Elle pose un pied à terre, puis un deuxième avant de vaciller légèrement et se tenir aux murs. Si l'esprit de Draco n'était pas eu aussi embrumé, il se serait silencieusement enorgueilli de la voir tituber. Mais l'épuisement tire sur chacun de ses muscles endolori et il s'effondre presque aussitôt sur le trône couvert, sans grâce aucune. L'oeil mort et les bras ballants, il observe Hermione remonter sa culotte le long de ses cuisses, abaisser sa jupe, ajuster son soutien-gorge et boutonner son haut à nouveau. Elle ne lui accorde pas un seul regard, pas même lorsqu'elle enjambe ses tibias un à un pour accéder à la porte — qu'ils n'avaient même pas verrouillé en premier lieu — et marcher jusqu'aux lavabos. Là, elle fait l'inspection silencieuse des dégâts et avise les traces sinueuses de mascara sur ses pommettes, l'effet coquart de son khôl qui dégouline, son rouge à lèvres totalement estompé et ses joues roses, roses, roses.
Elle est si belle — Draco se retient de le lui confesser une fois par mois en moyenne. Une fois par jour. Mais ça ne règle pas les choses, la beauté. Si c'était le cas, Draco serait déjà roi du monde.
A défaut de l'être, il reste roi de son cabinet tagué, affalé sur son trône, sa couronne imaginaire à l'envers sur sa tête. Et, paupières mi-closes, il regarde sa reine déchue tremper sa main sous l'eau puis procéder à un nettoyage minutieux de son visage, une parcelle de peau à la fois, éradiquant ainsi toute preuve tangible des quinze précédentes minutes. Ses doigts passent de ses yeux à son nez, de son nez à ses joues, de ses joues à sa bouche puis ralentissent au moment de descendre sur son cou. Et Draco constate au même instant qu'Hermione le fruit de son oeuvre.

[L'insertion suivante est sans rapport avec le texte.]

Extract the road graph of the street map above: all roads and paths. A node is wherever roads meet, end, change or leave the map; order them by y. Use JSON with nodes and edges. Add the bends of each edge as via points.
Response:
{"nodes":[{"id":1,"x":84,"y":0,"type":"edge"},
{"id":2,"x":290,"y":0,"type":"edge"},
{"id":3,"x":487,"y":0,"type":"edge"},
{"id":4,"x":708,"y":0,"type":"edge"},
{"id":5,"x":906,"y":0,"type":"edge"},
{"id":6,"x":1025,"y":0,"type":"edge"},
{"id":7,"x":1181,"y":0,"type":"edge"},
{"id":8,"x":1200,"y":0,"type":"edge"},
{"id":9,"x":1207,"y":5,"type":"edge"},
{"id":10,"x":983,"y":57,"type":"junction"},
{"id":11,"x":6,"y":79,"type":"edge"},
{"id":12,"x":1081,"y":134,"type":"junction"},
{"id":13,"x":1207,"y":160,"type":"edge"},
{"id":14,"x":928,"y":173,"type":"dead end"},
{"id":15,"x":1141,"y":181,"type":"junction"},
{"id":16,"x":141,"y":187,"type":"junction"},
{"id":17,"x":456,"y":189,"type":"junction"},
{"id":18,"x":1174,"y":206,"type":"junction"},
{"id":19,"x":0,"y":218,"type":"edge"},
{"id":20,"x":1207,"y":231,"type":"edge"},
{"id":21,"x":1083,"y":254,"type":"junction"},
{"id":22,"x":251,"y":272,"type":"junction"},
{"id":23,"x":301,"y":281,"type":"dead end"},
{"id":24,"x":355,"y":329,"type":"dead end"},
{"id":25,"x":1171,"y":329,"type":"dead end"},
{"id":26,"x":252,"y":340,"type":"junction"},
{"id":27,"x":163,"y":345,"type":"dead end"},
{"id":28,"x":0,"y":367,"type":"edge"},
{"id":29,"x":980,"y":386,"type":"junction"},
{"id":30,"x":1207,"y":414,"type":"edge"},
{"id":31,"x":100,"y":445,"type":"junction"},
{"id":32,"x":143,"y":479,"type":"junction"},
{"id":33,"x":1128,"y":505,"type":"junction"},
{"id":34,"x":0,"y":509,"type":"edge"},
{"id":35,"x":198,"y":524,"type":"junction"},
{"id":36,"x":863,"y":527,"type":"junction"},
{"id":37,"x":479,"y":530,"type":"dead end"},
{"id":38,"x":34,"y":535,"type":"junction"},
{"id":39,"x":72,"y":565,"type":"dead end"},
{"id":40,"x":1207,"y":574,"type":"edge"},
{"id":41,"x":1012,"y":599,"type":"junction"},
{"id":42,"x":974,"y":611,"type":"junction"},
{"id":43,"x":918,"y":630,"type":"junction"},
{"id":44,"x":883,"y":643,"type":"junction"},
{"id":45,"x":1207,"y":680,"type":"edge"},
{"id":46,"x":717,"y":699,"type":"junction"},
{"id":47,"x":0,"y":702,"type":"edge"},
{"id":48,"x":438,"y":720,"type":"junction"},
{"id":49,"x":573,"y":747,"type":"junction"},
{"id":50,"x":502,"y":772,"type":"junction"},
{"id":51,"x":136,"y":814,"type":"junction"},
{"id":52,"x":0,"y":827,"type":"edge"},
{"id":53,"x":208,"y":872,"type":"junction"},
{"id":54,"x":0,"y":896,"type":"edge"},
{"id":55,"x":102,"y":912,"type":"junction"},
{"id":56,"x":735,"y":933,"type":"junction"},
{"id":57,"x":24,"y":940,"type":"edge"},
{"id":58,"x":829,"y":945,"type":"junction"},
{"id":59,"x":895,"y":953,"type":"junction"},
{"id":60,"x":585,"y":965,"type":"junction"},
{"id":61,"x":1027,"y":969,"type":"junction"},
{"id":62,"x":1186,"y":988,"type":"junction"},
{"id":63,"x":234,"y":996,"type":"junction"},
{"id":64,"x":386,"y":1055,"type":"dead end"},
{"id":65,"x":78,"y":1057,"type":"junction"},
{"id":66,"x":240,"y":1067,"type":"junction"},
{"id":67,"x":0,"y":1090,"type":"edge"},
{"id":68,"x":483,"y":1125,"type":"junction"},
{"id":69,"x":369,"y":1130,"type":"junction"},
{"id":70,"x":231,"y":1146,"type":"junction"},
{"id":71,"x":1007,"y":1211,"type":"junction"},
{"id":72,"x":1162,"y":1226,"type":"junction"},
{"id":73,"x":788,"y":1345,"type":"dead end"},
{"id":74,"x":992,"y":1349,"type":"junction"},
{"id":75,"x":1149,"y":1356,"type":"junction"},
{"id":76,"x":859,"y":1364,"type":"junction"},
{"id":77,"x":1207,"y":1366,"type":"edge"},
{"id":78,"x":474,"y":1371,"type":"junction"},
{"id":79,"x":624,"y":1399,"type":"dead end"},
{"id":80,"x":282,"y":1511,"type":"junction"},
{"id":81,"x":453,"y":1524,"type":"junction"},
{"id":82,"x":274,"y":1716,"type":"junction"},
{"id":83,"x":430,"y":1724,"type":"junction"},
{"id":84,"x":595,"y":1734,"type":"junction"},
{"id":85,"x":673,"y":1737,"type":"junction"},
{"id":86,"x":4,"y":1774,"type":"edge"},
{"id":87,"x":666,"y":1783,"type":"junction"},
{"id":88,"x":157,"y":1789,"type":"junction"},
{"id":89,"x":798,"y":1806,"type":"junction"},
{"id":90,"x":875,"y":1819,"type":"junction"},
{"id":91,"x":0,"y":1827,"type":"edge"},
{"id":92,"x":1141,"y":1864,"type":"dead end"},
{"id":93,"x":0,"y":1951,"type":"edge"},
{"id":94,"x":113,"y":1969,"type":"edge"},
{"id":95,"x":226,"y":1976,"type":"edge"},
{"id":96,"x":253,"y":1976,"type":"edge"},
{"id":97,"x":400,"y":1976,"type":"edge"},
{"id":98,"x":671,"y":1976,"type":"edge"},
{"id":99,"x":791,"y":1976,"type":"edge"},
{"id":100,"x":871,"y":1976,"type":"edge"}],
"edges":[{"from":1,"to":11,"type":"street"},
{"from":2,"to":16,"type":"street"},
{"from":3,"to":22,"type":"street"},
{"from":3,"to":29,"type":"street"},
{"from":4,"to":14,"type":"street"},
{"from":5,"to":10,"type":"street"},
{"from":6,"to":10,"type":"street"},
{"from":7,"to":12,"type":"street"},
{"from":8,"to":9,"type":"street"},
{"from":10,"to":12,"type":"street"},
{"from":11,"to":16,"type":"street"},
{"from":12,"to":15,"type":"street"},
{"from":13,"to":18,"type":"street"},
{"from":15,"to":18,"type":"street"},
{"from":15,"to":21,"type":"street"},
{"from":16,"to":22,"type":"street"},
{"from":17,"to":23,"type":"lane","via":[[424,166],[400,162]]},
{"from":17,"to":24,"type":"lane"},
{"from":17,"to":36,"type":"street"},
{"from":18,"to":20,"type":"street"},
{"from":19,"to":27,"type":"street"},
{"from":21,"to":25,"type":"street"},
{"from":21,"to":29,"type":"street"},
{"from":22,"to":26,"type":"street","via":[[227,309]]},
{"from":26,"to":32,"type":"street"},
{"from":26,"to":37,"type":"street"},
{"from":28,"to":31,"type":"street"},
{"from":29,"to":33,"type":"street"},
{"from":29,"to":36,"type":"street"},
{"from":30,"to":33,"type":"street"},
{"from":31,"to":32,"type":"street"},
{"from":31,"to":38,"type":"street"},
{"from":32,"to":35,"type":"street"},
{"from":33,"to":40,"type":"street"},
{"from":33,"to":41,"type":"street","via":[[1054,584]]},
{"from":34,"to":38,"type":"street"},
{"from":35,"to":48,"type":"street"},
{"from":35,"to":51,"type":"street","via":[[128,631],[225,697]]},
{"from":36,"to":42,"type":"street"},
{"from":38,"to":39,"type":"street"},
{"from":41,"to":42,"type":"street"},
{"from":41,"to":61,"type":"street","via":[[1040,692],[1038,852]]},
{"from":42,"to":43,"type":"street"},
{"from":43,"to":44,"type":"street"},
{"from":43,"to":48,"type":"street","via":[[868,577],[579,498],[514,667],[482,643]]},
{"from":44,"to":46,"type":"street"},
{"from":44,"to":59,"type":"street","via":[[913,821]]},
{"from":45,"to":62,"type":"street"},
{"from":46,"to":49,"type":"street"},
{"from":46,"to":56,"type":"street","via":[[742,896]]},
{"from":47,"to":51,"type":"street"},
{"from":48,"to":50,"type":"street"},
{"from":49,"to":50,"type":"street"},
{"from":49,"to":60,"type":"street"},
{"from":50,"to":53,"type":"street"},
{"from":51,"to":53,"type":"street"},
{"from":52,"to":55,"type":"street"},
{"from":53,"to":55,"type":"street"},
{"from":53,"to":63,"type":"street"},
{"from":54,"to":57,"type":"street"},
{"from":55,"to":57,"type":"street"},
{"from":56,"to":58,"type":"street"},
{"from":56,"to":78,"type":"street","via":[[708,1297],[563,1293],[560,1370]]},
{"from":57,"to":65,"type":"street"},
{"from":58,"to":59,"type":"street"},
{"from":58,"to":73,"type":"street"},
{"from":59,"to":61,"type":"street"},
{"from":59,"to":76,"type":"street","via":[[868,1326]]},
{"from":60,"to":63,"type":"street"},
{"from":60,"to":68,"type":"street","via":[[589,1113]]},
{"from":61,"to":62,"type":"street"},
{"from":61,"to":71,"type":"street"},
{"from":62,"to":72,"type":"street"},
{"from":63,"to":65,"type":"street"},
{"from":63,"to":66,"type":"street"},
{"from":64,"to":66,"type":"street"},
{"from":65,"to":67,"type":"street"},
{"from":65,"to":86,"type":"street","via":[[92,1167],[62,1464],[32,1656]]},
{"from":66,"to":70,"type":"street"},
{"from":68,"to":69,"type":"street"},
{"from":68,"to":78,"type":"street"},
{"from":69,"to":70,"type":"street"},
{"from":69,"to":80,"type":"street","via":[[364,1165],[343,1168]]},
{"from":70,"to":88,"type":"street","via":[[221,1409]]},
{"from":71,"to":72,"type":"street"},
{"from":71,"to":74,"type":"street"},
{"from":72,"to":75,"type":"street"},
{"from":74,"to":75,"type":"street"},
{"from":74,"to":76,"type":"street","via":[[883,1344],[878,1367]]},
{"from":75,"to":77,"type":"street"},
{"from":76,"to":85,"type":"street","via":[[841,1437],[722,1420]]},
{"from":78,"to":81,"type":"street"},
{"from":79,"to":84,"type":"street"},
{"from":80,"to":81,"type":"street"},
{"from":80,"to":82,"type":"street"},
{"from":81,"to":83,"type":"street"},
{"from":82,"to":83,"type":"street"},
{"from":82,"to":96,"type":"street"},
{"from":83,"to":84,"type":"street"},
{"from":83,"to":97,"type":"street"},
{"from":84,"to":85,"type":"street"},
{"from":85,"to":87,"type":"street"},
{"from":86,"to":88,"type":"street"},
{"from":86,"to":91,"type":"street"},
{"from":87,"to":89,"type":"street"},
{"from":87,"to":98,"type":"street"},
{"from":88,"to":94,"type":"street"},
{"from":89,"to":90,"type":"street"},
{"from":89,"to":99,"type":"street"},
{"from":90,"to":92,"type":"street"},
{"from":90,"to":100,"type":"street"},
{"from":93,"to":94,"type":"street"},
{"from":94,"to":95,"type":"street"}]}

Aussi rouge qu'une brûlure au fer chaud, la marque flamboie sur la peau blanche de sa gorge, curieux mélange entre suçon passionné et vandalisme buccal. Draco l'observe tâter d'un geste délicat le témoignage indélébile de sa bouche contre sa peau et sent enfler dans sa poitrine une bulle de fierté possessive et puérile. Essaie un peu de l'effacer, celle-ci.
« Tu as eu ce que tu voulais ? » lui demande Hermione et sa voix est si calme, si neutre, que Draco en relève la tête, surpris.
Leurs deux regards se croisent dans la glace horizontale des lavabos, entre empreintes de doigts, traces de rouge à lèvres et autocollants de groupes de rock éphémères. Il n'y a plus aucune étincelle, pas d'émotion chavirante, rien. Juste un fond âcre d'amertume, comme un arrière-goût de gueule de bois.
Draco hoche la tête. Il a eu exactement ce qu'il voulait. Et tout l'inverse, paradoxalement.
« Tant mieux. » répond Hermione avant de s'en retourner à son propre reflet et laver ses mains à l'eau froide, sous le jet. « Parce que c'était la dernière fois. »
Tout comme la semaine dernière ?, veut rétorquer Draco mais il est las avant même d'avoir ouvert la bouche. S'ils s'engueulent, il serait presque capable de répéter à l'avance chacune des répliques échangées. Avec le temps, les mots ont perdu de leur sens. A quoi bon.
Lorsque la porte d'entrée claque, il est laissé seul dans son royaume aux néons sanguinaires, un graffiti près de sa tête clâmant que Kurt Cobain vit toujours.